Open gregory-marton opened 9 years ago
The metamodel interface delegates identification of atypical rows to the metamodel (see code here), so my inclination is that the explanation should be meta-model specific.
Feras and I are working on revising the generator interface against which BQL primitives (e.g. dependence prob, typicality, etc) can be defined. I propose we defer revising typicality for 1-2 weeks so it can benefit from these revisions (and can serve as a test case for the extensibility of our implementation).

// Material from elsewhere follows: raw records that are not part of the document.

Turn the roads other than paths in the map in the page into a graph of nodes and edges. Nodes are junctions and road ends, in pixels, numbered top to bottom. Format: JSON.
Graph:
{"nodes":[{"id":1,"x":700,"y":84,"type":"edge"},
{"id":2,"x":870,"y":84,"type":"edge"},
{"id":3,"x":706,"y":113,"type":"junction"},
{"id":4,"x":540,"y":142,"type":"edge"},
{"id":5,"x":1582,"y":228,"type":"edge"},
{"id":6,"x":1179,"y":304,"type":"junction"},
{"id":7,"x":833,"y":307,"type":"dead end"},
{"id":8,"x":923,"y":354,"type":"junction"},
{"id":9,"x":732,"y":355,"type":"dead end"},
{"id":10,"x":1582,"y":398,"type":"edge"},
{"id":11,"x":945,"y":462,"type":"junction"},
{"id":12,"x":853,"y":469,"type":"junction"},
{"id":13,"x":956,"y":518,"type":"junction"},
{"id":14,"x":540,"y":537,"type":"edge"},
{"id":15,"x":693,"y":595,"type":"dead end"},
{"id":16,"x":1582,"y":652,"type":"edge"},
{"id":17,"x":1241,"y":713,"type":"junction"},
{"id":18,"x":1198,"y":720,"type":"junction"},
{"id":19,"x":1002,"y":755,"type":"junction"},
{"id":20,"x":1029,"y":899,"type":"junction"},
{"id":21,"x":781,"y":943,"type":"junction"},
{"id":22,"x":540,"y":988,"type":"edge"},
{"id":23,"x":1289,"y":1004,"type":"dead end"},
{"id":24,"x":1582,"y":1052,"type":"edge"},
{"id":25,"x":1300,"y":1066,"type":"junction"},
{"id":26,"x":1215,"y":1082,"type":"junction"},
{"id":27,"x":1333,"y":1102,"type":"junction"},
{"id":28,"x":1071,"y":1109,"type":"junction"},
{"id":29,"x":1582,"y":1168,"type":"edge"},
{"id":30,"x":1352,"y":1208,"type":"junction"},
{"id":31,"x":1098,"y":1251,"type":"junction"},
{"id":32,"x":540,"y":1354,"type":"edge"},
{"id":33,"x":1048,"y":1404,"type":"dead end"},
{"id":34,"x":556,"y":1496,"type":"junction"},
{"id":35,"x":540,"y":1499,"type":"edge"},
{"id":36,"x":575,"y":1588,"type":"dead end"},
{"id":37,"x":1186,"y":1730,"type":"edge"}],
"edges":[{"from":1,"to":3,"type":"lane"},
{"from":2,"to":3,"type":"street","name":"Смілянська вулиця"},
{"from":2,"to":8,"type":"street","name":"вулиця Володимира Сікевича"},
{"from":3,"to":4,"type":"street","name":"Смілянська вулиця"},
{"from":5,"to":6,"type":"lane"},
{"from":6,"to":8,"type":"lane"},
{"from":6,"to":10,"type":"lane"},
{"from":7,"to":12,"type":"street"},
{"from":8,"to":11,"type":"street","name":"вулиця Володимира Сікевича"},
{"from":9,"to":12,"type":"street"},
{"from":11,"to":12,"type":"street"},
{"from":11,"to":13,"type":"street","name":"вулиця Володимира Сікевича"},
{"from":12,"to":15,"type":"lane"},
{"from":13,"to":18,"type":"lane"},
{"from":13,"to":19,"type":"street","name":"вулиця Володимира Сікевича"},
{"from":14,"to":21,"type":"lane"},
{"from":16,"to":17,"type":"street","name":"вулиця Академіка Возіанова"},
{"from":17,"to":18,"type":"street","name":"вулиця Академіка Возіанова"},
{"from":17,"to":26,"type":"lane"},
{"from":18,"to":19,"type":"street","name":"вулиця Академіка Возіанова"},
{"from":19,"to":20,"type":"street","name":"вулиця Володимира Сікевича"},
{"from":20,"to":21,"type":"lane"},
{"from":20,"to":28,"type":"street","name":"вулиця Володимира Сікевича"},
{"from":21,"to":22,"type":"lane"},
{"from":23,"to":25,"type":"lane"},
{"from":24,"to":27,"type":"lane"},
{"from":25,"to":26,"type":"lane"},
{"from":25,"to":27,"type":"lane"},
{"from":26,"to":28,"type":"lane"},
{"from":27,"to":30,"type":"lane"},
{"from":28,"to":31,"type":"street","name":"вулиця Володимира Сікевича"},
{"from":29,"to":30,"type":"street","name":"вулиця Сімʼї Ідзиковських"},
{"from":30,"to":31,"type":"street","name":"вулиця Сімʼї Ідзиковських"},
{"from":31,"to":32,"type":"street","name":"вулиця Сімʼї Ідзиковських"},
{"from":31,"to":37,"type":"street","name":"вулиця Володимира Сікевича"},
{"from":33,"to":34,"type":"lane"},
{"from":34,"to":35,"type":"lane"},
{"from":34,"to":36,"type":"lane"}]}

On Monday, July 6, 2015, F Saad notifications@github.com wrote:
The metamodel interface delegates identification of atypical rows to the metamodel (see code here https://github.com/mit-probabilistic-computing-project/bayeslite/blob/master/src/metamodel.py#L157), so my inclination is that the explanation should be meta-model specific.
— Reply to this email directly or view it on GitHub https://github.com/mit-probabilistic-computing-project/bayeslite/issues/77#issuecomment-118867794 .
Typicality has been deleted. @fsaad, How should this now be re-cast? I still want to know why a row has low probability according to a model.
I'd love to have a language feature that, after I find atypical rows, tells me what portion of their atypicality is accounted for by which columns. In other words, what's atypical about this row?
I'm not sure how this should be requested in bql -- suggestions welcome. Perhaps EXPLAIN TYPICALITY where ...?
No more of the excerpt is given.